[Exercise description]
Give back exactly the lines from the start of the entries below to the line holding "pinky pip: (143, 40)", that line included, and leave every picture out.

Pixel coordinate listings:
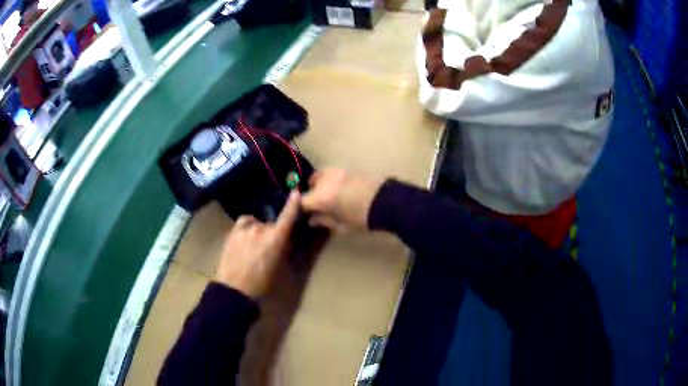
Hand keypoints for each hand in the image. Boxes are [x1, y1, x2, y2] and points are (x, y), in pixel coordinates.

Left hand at [214, 190, 300, 298]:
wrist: (234, 289)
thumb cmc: (261, 283)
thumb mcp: (280, 268)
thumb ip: (284, 250)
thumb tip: (287, 240)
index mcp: (276, 239)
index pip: (287, 217)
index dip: (293, 204)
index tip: (296, 192)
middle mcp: (261, 229)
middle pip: (272, 224)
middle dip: (274, 232)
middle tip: (271, 247)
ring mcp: (245, 229)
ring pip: (258, 224)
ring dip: (260, 230)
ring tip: (256, 244)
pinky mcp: (233, 232)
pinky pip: (245, 222)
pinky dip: (249, 226)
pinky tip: (247, 235)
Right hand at [301, 168, 383, 231]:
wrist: (388, 202)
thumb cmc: (362, 218)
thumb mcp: (342, 226)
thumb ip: (324, 221)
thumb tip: (312, 219)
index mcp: (320, 196)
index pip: (302, 201)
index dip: (302, 208)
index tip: (307, 214)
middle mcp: (325, 180)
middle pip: (310, 184)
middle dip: (311, 194)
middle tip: (318, 205)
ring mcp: (338, 171)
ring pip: (322, 175)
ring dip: (321, 184)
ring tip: (329, 195)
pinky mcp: (349, 168)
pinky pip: (334, 173)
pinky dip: (332, 180)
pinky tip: (341, 189)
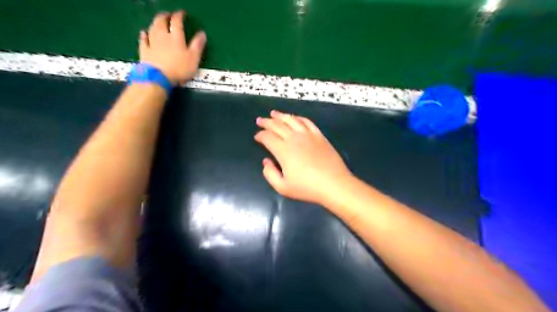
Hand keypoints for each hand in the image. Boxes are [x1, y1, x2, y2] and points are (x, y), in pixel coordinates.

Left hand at [141, 12, 207, 85]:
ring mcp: (152, 43)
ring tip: (159, 21)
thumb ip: (198, 45)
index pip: (177, 22)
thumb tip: (202, 33)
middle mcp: (162, 36)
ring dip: (156, 23)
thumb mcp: (194, 58)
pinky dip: (144, 35)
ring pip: (152, 28)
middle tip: (168, 15)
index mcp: (176, 37)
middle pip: (161, 21)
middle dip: (165, 16)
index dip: (179, 16)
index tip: (182, 13)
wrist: (158, 77)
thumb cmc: (179, 68)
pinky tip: (144, 32)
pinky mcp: (144, 51)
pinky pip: (143, 40)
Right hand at [254, 110, 348, 204]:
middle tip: (260, 120)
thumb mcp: (283, 187)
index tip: (257, 136)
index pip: (268, 137)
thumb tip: (266, 161)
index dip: (260, 135)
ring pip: (291, 120)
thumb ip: (270, 173)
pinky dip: (298, 118)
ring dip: (281, 116)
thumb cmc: (307, 188)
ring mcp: (308, 135)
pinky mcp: (319, 136)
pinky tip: (294, 117)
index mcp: (283, 150)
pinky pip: (307, 122)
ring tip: (273, 113)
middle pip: (277, 126)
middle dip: (266, 122)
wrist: (334, 184)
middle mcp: (294, 138)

[Answer box]
Hand keypoints for each hand in the image. Boxes are [x1, y1, x2, y2] and points are (x, y), in pixel coordinates.

Left hand at [214, 190, 300, 298]:
wrist: (234, 289)
thumb cmc: (261, 283)
thumb mcp: (280, 268)
thumb ip: (284, 250)
thumb tip: (287, 240)
index mcp: (276, 239)
index pip: (287, 217)
index dip: (293, 204)
index tip: (296, 192)
middle mcp: (261, 229)
middle pip: (272, 224)
middle dip: (274, 232)
middle tip: (271, 247)
ring mcp: (245, 229)
ring pip: (258, 224)
ring dip: (260, 230)
ring tip: (256, 244)
pinky mcp: (233, 232)
pinky pip: (245, 222)
pinky dip: (249, 226)
pinky tip: (247, 235)
Right hand at [301, 168, 383, 231]:
wrist: (388, 202)
thumb cmc: (362, 218)
thumb mcp: (342, 226)
thumb ip: (324, 221)
thumb tip: (312, 219)
index mcp: (320, 196)
index pip: (302, 201)
index dip: (302, 208)
index tip: (307, 214)
middle mcp: (325, 180)
middle pip: (310, 184)
middle dip: (311, 194)
middle tip: (318, 205)
ring mcp: (338, 171)
ring pip: (322, 175)
ring dip: (321, 184)
ring tip: (329, 195)
pinky mcp: (349, 168)
pinky pip: (334, 173)
pinky dip: (332, 180)
pinky tip: (341, 189)
Hand keypoints for each hand in the image. Boxes are [x1, y1, x2, y2] and points are (x, y), in pixel coordinates.

Left hand at [141, 12, 207, 85]:
ring mcp: (152, 43)
ring tip: (159, 21)
thumb ip: (198, 45)
index pip: (177, 22)
thumb tip: (202, 33)
middle mcp: (162, 36)
ring dip: (156, 23)
thumb mcp: (194, 58)
pinky dip: (144, 35)
ring pip: (152, 28)
middle tip: (168, 15)
index mcp: (176, 37)
middle pip: (161, 21)
middle dip: (165, 16)
index dip: (179, 16)
index tip: (182, 13)
wrist: (158, 77)
thumb cmc: (179, 68)
pinky tip: (144, 32)
pinky mcp: (144, 51)
pinky pip: (143, 40)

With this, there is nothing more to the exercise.